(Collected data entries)

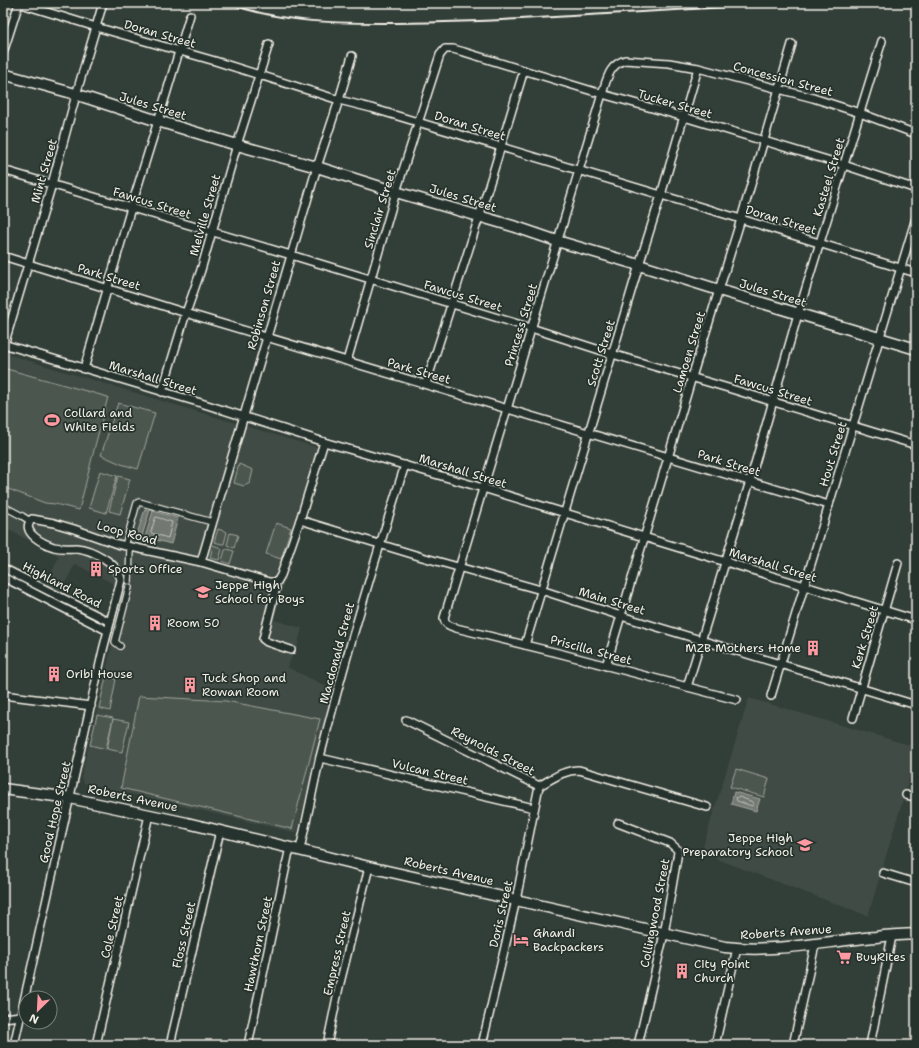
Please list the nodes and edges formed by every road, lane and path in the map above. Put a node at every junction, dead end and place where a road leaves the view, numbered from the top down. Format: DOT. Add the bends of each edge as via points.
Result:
graph roads {
  1 [pos="19,3"];
  2 [pos="103,3"];
  3 [pos="190,15"];
  4 [pos="96,27"];
  5 [pos="882,41"];
  6 [pos="269,44"];
  7 [pos="792,44"];
  8 [pos="179,51"];
  9 [pos="3,53"];
  10 [pos="352,56"];
  11 [pos="641,61"];
  12 [pos="437,64"];
  13 [pos="698,68"];
  14 [pos="524,70"];
  15 [pos="3,74"];
  16 [pos="259,75"];
  17 [pos="779,89"];
  18 [pos="602,94"];
  19 [pos="76,95"];
  20 [pos="339,100"];
  21 [pos="860,113"];
  22 [pos="684,117"];
  23 [pos="158,121"];
  24 [pos="419,122"];
  25 [pos="916,134"];
  26 [pos="764,142"];
  27 [pos="238,145"];
  28 [pos="500,147"];
  29 [pos="844,165"];
  30 [pos="317,167"];
  31 [pos="3,170"];
  32 [pos="580,171"];
  33 [pos="52,184"];
  34 [pos="916,189"];
  35 [pos="396,192"];
  36 [pos="661,195"];
  37 [pos="131,208"];
  38 [pos="479,216"];
  39 [pos="916,218"];
  40 [pos="741,219"];
  41 [pos="212,233"];
  42 [pos="558,241"];
  43 [pos="820,244"];
  44 [pos="290,255"];
  45 [pos="3,256"];
  46 [pos="28,263"];
  47 [pos="639,265"];
  48 [pos="901,268"];
  49 [pos="916,272"];
  50 [pos="370,280"];
  51 [pos="108,288"];
  52 [pos="719,290"];
  53 [pos="452,304"];
  54 [pos="186,313"];
  55 [pos="798,314"];
  56 [pos="531,328"];
  57 [pos="267,336"];
  58 [pos="879,338"];
  59 [pos="3,344"];
  60 [pos="916,349"];
  61 [pos="612,354"];
  62 [pos="347,361"];
  63 [pos="84,369"];
  64 [pos="692,377"];
  65 [pos="426,384"];
  66 [pos="162,392"];
  67 [pos="774,401"];
  68 [pos="507,408"];
  69 [pos="243,416"];
  70 [pos="853,426"];
  71 [pos="589,432"];
  72 [pos="324,442"];
  73 [pos="916,445"];
  74 [pos="669,456"];
  75 [pos="404,465"];
  76 [pos="750,481"];
  77 [pos="482,488"];
  78 [pos="829,505"];
  79 [pos="3,506"];
  80 [pos="564,513"];
  81 [pos="300,520"];
  82 [pos="30,521"];
  83 [pos="212,522"];
  84 [pos="644,538"];
  85 [pos="380,544"];
  86 [pos="128,547"];
  87 [pos="201,562"];
  88 [pos="725,562"];
  89 [pos="898,563"];
  90 [pos="459,567"];
  91 [pos="3,568"];
  92 [pos="3,578"];
  93 [pos="273,582"];
  94 [pos="805,586"];
  95 [pos="541,590"];
  96 [pos="885,610"];
  97 [pos="622,616"];
  98 [pos="444,618"];
  99 [pos="916,620"];
  100 [pos="110,622"];
  101 [pos="108,631"];
  102 [pos="701,640"];
  103 [pos="525,645"];
  104 [pos="120,646"];
  105 [pos="291,650"];
  106 [pos="781,664"];
  107 [pos="606,666"];
  108 [pos="687,687"];
  109 [pos="862,689"];
  110 [pos="3,695"];
  111 [pos="771,696"];
  112 [pos="737,700"];
  113 [pos="916,705"];
  114 [pos="91,706"];
  115 [pos="853,718"];
  116 [pos="406,720"];
  117 [pos="320,758"];
  118 [pos="539,786"];
  119 [pos="3,789"];
  120 [pos="906,795"];
  121 [pos="916,797"];
  122 [pos="70,798"];
  123 [pos="534,808"];
  124 [pos="707,808"];
  125 [pos="149,815"];
  126 [pos="618,823"];
  127 [pos="220,831"];
  128 [pos="295,848"];
  129 [pos="369,866"];
  130 [pos="883,873"];
  131 [pos="916,883"];
  132 [pos="516,900"];
  133 [pos="664,934"];
  134 [pos="916,934"];
  135 [pos="892,936"];
  136 [pos="815,945"];
  137 [pos="737,948"];
  138 [pos="27,990"];
  139 [pos="18,1016"];
  140 [pos="3,1018"];
  141 [pos="18,1028"];
  142 [pos="14,1045"];
  143 [pos="96,1045"];
  144 [pos="170,1045"];
  145 [pos="248,1045"];
  146 [pos="327,1045"];
  147 [pos="482,1045"];
  148 [pos="638,1045"];
  149 [pos="715,1045"];
  150 [pos="793,1045"];
  151 [pos="870,1045"];
  1 -- 4 [label="street, Doran Street"];
  1 -- 9 [label="street"];
  2 -- 4 [label="street, Mint Street"];
  3 -- 8 [label="street"];
  4 -- 8 [label="street, Doran Street"];
  4 -- 19 [label="street, Mint Street"];
  5 -- 21 [label="street, Kasteel Street"];
  6 -- 16 [label="street, Melville Street"];
  7 -- 17 [label="street, Lamoen Street"];
  8 -- 16 [label="street, Doran Street"];
  8 -- 23 [label="street"];
  10 -- 20 [label="street, Robinson Street"];
  11 -- 13 [label="street, Concession Street"];
  11 -- 18 [label="street, Princess Street" via="626,60 617,63 611,70"];
  12 -- 14 [label="street, Tucker Street" via="445,49 453,49"];
  12 -- 24 [label="street, Sinclair Street"];
  13 -- 17 [label="street, Concession Street"];
  13 -- 22 [label="street, Scott Street"];
  14 -- 18 [label="street, Tucker Street"];
  14 -- 28 [label="street"];
  15 -- 19 [label="main road, Jules Street"];
  16 -- 20 [label="street, Doran Street"];
  16 -- 27 [label="street, Melville Street"];
  17 -- 21 [label="street, Concession Street"];
  17 -- 26 [label="street, Lamoen Street"];
  18 -- 22 [label="street, Tucker Street"];
  18 -- 32 [label="street, Princess Street"];
  19 -- 23 [label="main road, Jules Street"];
  19 -- 33 [label="street, Mint Street"];
  20 -- 24 [label="street, Doran Street"];
  20 -- 30 [label="street, Robinson Street"];
  21 -- 25 [label="street, Concession Street"];
  21 -- 29 [label="street, Kasteel Street"];
  22 -- 26 [label="street, Tucker Street"];
  22 -- 36 [label="street, Scott Street"];
  23 -- 27 [label="main road, Jules Street"];
  23 -- 37 [label="street"];
  24 -- 28 [label="street, Doran Street"];
  24 -- 35 [label="street, Sinclair Street"];
  26 -- 29 [label="street, Tucker Street"];
  26 -- 40 [label="street, Lamoen Street"];
  27 -- 30 [label="main road, Jules Street"];
  27 -- 41 [label="street, Melville Street"];
  28 -- 32 [label="street, Doran Street"];
  28 -- 38 [label="street"];
  29 -- 34 [label="street, Tucker Street"];
  29 -- 43 [label="street, Kasteel Street"];
  30 -- 35 [label="main road, Jules Street"];
  30 -- 44 [label="street, Robinson Street"];
  31 -- 33 [label="street, Fawcus Street"];
  32 -- 36 [label="street, Doran Street"];
  32 -- 42 [label="street, Princess Street"];
  33 -- 37 [label="street, Fawcus Street"];
  33 -- 46 [label="street, Mint Street"];
  35 -- 38 [label="main road, Jules Street"];
  35 -- 50 [label="street, Sinclair Street"];
  36 -- 40 [label="street, Doran Street"];
  36 -- 47 [label="street, Scott Street"];
  37 -- 41 [label="street, Fawcus Street"];
  37 -- 51 [label="street"];
  38 -- 42 [label="main road, Jules Street"];
  38 -- 53 [label="street"];
  39 -- 48 [label="street, Hout Street"];
  40 -- 43 [label="street, Doran Street"];
  40 -- 52 [label="street, Lamoen Street"];
  41 -- 44 [label="street, Fawcus Street"];
  41 -- 54 [label="street, Melville Street"];
  42 -- 47 [label="main road, Jules Street"];
  42 -- 56 [label="street, Princess Street"];
  43 -- 48 [label="street, Doran Street"];
  43 -- 55 [label="street, Kasteel Street"];
  44 -- 50 [label="street, Fawcus Street"];
  44 -- 57 [label="street, Robinson Street"];
  45 -- 46 [label="street, Park Street"];
  46 -- 51 [label="street, Park Street"];
  46 -- 59 [label="street, Mint Street"];
  47 -- 52 [label="main road, Jules Street"];
  47 -- 61 [label="street, Scott Street"];
  48 -- 49 [label="street, Doran Street"];
  48 -- 58 [label="street, Hout Street"];
  50 -- 53 [label="street, Fawcus Street"];
  50 -- 62 [label="street, Sinclair Street"];
  51 -- 54 [label="street, Park Street"];
  51 -- 63 [label="street"];
  52 -- 55 [label="main road, Jules Street"];
  52 -- 64 [label="street, Lamoen Street"];
  53 -- 56 [label="street, Fawcus Street"];
  53 -- 65 [label="street"];
  54 -- 57 [label="street, Park Street"];
  54 -- 66 [label="street, Melville Street"];
  55 -- 58 [label="main road, Jules Street"];
  55 -- 67 [label="street, Kasteel Street"];
  56 -- 61 [label="street, Fawcus Street"];
  56 -- 68 [label="street, Princess Street"];
  57 -- 62 [label="street, Park Street"];
  57 -- 69 [label="street, Robinson Street"];
  58 -- 60 [label="main road, Jules Street"];
  58 -- 70 [label="street, Hout Street"];
  59 -- 63 [label="street, Marshall Street"];
  61 -- 64 [label="street, Fawcus Street"];
  61 -- 71 [label="street, Scott Street"];
  62 -- 65 [label="street, Park Street"];
  63 -- 66 [label="street, Marshall Street"];
  64 -- 67 [label="street, Fawcus Street"];
  64 -- 74 [label="street, Lamoen Street"];
  65 -- 68 [label="street, Park Street"];
  66 -- 69 [label="street, Marshall Street"];
  67 -- 70 [label="street, Fawcus Street"];
  67 -- 76 [label="street, Kasteel Street"];
  68 -- 71 [label="street, Park Street"];
  68 -- 77 [label="street, Princess Street"];
  69 -- 72 [label="street, Marshall Street"];
  69 -- 83 [label="street, Robinson Street"];
  70 -- 73 [label="street, Fawcus Street"];
  70 -- 78 [label="street, Hout Street"];
  71 -- 74 [label="street, Park Street"];
  71 -- 80 [label="street, Scott Street"];
  72 -- 75 [label="street, Marshall Street"];
  72 -- 81 [label="street"];
  74 -- 76 [label="street, Park Street"];
  74 -- 84 [label="street, Lamoen Street"];
  75 -- 77 [label="street, Marshall Street"];
  75 -- 85 [label="street, Macdonald Street"];
  76 -- 78 [label="street, Park Street"];
  76 -- 88 [label="street, Kasteel Street"];
  77 -- 80 [label="street, Marshall Street"];
  77 -- 90 [label="street, Princess Street"];
  78 -- 94 [label="street, Hout Street"];
  79 -- 82 [label="street"];
  80 -- 84 [label="street, Marshall Street"];
  80 -- 95 [label="street, Scott Street"];
  81 -- 85 [label="street, Main Street"];
  81 -- 93 [label="street" via="281,575 277,582"];
  82 -- 86 [label="street, Loop Road" via="32,519 54,523"];
  82 -- 100 [label="street, Good Hope Street" via="29,531 42,542 62,549 90,551 108,561 119,573 120,585"];
  83 -- 86 [label="street" via="139,502"];
  83 -- 87 [label="street, Robinson Street"];
  84 -- 88 [label="street, Marshall Street"];
  84 -- 97 [label="street, Lamoen Street"];
  85 -- 90 [label="street, Main Street"];
  85 -- 117 [label="street, Macdonald Street"];
  86 -- 87 [label="street, Loop Road"];
  86 -- 104 [label="street" via="129,584 115,642"];
  87 -- 93 [label="street, Loop Road"];
  88 -- 94 [label="street, Marshall Street"];
  88 -- 102 [label="street, Kasteel Street"];
  89 -- 96 [label="street, Kerk Street"];
  90 -- 95 [label="street, Main Street"];
  90 -- 98 [label="street, Princess Street"];
  91 -- 100 [label="street, Highland Road"];
  92 -- 101 [label="street, Highland Road"];
  93 -- 105 [label="street" via="276,588 263,639"];
  94 -- 96 [label="street, Marshall Street"];
  94 -- 106 [label="street, Hout Street"];
  95 -- 97 [label="street, Main Street"];
  95 -- 103 [label="street, Scott Street"];
  96 -- 99 [label="street, Marshall Street"];
  96 -- 109 [label="street, Kerk Street"];
  97 -- 102 [label="street, Main Street"];
  97 -- 107 [label="street, Lamoen Street"];
  98 -- 103 [label="street, Priscilla Street" via="447,625 456,628"];
  100 -- 101 [label="street, Good Hope Street"];
  101 -- 114 [label="street, Good Hope Street"];
  102 -- 106 [label="street, Main Street"];
  102 -- 108 [label="street, Kasteel Street"];
  103 -- 107 [label="street, Priscilla Street"];
  106 -- 109 [label="street, Main Street"];
  106 -- 111 [label="street, Hout Street"];
  107 -- 108 [label="street, Priscilla Street"];
  108 -- 112 [label="street, Priscilla Street"];
  109 -- 113 [label="street, Main Street"];
  109 -- 115 [label="street, Kerk Street"];
  110 -- 114 [label="street"];
  114 -- 122 [label="street, Good Hope Street"];
  116 -- 118 [label="street, Reynolds Street"];
  117 -- 123 [label="street, Vulcan Street"];
  117 -- 128 [label="street, Macdonald Street"];
  118 -- 123 [label="street, Doris Street"];
  118 -- 124 [label="street, Reynolds Street" via="562,773 579,770"];
  119 -- 122 [label="main road, Roberts Avenue"];
  120 -- 121 [label="street"];
  122 -- 125 [label="main road, Roberts Avenue"];
  122 -- 138 [label="street, Good Hope Street"];
  123 -- 132 [label="street, Doris Street"];
  125 -- 127 [label="main road, Roberts Avenue"];
  125 -- 143 [label="street, Cole Street"];
  126 -- 133 [label="street, Collingwood Street" via="670,842 677,849"];
  127 -- 128 [label="main road, Roberts Avenue"];
  127 -- 144 [label="street, Floss Street"];
  128 -- 129 [label="main road, Roberts Avenue"];
  128 -- 145 [label="street, Hawthorn Street"];
  129 -- 132 [label="main road, Roberts Avenue"];
  129 -- 146 [label="street, Empress Street"];
  130 -- 131 [label="street"];
  132 -- 133 [label="main road, Roberts Avenue"];
  132 -- 147 [label="street, Doris Street"];
  133 -- 137 [label="main road, Roberts Avenue"];
  133 -- 148 [label="street, Collingwood Street"];
  134 -- 135 [label="main road, Roberts Avenue"];
  135 -- 136 [label="main road, Roberts Avenue"];
  135 -- 151 [label="street"];
  136 -- 137 [label="main road, Roberts Avenue"];
  136 -- 150 [label="street"];
  137 -- 149 [label="street"];
  139 -- 140 [label="street"];
  141 -- 142 [label="street, Good Hope Street"];
}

● What to work on: Work out how many lines above have the string "Kasteel" in them, and give only the number.

● Result below: 9